INFORMATION SHOWN: Begin
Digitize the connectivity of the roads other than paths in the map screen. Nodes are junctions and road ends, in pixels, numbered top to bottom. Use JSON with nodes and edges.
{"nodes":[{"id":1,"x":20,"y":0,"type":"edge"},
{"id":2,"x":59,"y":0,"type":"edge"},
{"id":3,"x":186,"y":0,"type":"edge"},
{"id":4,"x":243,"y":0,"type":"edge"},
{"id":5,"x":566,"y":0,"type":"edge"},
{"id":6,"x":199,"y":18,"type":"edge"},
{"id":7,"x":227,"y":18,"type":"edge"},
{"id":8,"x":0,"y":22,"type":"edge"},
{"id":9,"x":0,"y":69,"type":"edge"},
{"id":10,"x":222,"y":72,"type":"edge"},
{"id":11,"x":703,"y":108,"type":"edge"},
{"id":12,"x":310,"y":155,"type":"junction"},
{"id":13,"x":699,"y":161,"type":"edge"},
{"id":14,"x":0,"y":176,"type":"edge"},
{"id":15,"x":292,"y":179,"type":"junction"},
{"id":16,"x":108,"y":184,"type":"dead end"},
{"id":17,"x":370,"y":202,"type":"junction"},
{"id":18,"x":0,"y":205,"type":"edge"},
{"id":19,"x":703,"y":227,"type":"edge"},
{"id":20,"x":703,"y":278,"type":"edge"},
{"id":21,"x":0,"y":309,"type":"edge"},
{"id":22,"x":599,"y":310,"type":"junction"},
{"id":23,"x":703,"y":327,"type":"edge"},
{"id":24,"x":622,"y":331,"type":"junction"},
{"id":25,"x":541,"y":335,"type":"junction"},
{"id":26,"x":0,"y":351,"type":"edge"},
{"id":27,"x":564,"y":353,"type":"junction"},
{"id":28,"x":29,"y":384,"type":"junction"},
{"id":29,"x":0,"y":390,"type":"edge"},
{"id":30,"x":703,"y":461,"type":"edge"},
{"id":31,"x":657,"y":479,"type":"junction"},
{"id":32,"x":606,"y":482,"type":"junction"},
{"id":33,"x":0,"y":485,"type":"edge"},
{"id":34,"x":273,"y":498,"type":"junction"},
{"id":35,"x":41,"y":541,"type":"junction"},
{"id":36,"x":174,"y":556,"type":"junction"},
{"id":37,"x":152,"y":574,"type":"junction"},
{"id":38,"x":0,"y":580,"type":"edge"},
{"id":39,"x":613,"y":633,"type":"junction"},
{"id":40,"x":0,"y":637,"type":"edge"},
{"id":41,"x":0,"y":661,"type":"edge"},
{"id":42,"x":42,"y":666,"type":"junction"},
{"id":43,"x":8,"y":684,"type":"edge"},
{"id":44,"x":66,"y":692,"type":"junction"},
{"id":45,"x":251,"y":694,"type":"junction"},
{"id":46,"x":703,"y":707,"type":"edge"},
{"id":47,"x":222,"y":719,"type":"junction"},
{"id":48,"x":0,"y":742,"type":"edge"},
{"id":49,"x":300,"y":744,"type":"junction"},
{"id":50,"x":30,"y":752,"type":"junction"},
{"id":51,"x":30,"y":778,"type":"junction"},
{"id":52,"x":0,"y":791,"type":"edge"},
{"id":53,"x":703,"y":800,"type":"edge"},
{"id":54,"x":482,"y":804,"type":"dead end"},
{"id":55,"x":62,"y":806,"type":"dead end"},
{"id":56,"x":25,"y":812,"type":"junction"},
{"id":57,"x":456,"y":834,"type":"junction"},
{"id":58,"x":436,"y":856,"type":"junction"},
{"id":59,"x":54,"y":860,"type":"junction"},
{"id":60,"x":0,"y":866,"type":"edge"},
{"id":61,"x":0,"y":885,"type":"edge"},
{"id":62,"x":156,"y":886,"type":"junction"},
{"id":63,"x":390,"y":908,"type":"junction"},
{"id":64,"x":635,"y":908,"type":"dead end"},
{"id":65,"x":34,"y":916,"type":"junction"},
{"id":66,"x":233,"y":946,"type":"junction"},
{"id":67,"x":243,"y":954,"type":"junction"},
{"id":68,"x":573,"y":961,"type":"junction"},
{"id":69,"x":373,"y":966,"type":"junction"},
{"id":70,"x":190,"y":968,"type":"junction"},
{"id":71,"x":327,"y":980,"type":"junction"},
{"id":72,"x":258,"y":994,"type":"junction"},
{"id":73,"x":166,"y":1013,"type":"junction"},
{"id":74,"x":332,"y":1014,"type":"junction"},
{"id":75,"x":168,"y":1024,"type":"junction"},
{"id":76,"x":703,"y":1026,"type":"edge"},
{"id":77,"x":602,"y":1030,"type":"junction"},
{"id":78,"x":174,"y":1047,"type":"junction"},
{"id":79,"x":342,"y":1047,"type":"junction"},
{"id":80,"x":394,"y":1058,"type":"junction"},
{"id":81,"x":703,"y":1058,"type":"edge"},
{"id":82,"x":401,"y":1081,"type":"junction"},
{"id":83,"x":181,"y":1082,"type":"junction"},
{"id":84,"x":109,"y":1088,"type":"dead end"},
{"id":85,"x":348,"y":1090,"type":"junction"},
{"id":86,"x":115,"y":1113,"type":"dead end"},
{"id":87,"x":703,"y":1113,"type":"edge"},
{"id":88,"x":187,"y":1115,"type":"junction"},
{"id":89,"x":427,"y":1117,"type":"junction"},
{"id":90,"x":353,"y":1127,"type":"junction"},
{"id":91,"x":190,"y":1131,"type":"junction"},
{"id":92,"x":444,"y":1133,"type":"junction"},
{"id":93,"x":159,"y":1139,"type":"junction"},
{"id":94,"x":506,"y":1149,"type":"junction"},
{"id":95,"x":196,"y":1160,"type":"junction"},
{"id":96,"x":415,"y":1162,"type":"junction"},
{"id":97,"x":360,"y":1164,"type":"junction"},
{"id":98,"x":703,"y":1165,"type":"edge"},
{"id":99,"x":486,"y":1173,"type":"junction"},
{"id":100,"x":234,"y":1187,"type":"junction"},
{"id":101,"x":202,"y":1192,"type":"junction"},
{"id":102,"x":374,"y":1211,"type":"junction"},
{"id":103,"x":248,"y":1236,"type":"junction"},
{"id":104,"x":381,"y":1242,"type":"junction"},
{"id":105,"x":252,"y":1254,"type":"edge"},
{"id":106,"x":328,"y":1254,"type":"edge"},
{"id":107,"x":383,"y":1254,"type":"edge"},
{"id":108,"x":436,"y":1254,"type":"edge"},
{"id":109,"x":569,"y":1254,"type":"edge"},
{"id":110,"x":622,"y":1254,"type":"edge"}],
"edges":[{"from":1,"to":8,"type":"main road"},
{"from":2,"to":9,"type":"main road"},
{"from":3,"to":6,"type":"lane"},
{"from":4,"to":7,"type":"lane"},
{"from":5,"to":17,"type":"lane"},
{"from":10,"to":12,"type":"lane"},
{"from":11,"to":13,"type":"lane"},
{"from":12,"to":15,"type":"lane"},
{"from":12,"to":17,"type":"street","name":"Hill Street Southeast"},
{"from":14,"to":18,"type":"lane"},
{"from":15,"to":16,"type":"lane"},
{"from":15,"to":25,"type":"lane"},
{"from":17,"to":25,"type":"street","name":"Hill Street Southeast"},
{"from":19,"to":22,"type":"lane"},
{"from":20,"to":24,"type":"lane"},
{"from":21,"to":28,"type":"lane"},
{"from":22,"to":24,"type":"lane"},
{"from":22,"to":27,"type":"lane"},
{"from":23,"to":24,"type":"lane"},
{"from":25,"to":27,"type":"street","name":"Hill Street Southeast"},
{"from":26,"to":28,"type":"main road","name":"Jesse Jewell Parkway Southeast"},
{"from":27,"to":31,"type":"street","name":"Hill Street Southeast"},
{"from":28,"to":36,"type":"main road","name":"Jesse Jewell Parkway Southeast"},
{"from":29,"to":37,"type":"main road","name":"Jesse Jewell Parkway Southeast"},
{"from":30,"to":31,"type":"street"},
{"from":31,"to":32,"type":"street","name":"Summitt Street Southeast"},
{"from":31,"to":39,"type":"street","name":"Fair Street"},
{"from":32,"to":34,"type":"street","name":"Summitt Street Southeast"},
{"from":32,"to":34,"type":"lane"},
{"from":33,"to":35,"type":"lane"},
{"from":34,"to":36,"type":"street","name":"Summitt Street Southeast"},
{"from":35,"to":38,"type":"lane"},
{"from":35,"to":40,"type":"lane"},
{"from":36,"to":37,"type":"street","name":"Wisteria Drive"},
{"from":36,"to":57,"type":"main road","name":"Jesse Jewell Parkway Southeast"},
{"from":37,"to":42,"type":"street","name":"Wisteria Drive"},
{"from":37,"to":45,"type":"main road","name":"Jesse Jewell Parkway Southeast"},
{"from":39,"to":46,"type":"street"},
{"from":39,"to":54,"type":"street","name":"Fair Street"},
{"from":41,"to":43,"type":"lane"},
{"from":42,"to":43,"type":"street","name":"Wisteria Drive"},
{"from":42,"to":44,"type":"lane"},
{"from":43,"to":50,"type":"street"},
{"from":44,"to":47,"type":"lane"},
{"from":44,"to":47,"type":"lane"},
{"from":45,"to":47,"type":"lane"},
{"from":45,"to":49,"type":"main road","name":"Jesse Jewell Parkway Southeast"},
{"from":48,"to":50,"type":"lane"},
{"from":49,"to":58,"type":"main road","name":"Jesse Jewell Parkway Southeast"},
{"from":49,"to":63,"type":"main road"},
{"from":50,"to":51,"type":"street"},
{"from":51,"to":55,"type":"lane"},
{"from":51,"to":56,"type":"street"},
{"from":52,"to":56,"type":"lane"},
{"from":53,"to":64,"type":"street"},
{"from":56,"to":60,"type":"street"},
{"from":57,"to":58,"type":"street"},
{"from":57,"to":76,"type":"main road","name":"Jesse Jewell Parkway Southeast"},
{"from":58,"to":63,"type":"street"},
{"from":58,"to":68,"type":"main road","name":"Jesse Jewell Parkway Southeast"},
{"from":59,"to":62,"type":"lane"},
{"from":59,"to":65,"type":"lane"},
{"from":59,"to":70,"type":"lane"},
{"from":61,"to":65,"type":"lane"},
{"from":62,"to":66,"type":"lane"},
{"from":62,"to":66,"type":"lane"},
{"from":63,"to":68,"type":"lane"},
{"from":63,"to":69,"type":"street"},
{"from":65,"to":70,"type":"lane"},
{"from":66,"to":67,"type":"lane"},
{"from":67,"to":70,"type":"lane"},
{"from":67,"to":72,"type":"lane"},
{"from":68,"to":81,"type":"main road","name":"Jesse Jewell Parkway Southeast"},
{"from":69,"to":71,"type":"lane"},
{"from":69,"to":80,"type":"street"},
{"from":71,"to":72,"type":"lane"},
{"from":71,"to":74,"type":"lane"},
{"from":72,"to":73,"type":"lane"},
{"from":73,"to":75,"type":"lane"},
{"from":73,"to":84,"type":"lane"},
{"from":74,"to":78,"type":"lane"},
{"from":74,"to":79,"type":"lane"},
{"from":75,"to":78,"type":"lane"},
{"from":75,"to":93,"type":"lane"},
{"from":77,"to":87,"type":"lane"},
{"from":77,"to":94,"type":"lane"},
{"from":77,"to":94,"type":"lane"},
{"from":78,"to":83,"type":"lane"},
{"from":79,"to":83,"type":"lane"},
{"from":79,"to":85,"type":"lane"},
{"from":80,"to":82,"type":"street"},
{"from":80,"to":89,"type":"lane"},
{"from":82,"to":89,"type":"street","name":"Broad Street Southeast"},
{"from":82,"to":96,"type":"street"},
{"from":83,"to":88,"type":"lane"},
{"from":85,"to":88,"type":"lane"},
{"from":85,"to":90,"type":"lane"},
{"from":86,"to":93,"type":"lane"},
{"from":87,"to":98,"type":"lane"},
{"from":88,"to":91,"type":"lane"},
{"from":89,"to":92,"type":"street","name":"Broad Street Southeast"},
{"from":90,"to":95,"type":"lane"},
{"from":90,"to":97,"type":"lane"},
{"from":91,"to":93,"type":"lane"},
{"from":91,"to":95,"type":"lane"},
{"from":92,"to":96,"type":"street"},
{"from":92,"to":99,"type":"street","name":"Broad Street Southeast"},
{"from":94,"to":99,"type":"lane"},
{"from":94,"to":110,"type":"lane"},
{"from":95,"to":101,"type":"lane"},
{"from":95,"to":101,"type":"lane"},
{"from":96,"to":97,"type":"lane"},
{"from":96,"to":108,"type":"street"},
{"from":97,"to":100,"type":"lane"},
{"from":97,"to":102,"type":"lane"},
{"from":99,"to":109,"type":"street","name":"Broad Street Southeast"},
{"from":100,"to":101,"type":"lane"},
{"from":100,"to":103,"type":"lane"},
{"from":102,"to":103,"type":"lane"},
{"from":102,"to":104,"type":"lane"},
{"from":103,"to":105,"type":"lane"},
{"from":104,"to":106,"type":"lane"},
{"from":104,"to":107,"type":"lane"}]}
INFORMATION SHOWN: End
** WHAT YOU WILL DO **
Copy out all lines of the listing where the word "dead" appears.

** ANSWER FOR THE TASK **
{"id":16,"x":108,"y":184,"type":"dead end"},
{"id":54,"x":482,"y":804,"type":"dead end"},
{"id":55,"x":62,"y":806,"type":"dead end"},
{"id":64,"x":635,"y":908,"type":"dead end"},
{"id":84,"x":109,"y":1088,"type":"dead end"},
{"id":86,"x":115,"y":1113,"type":"dead end"},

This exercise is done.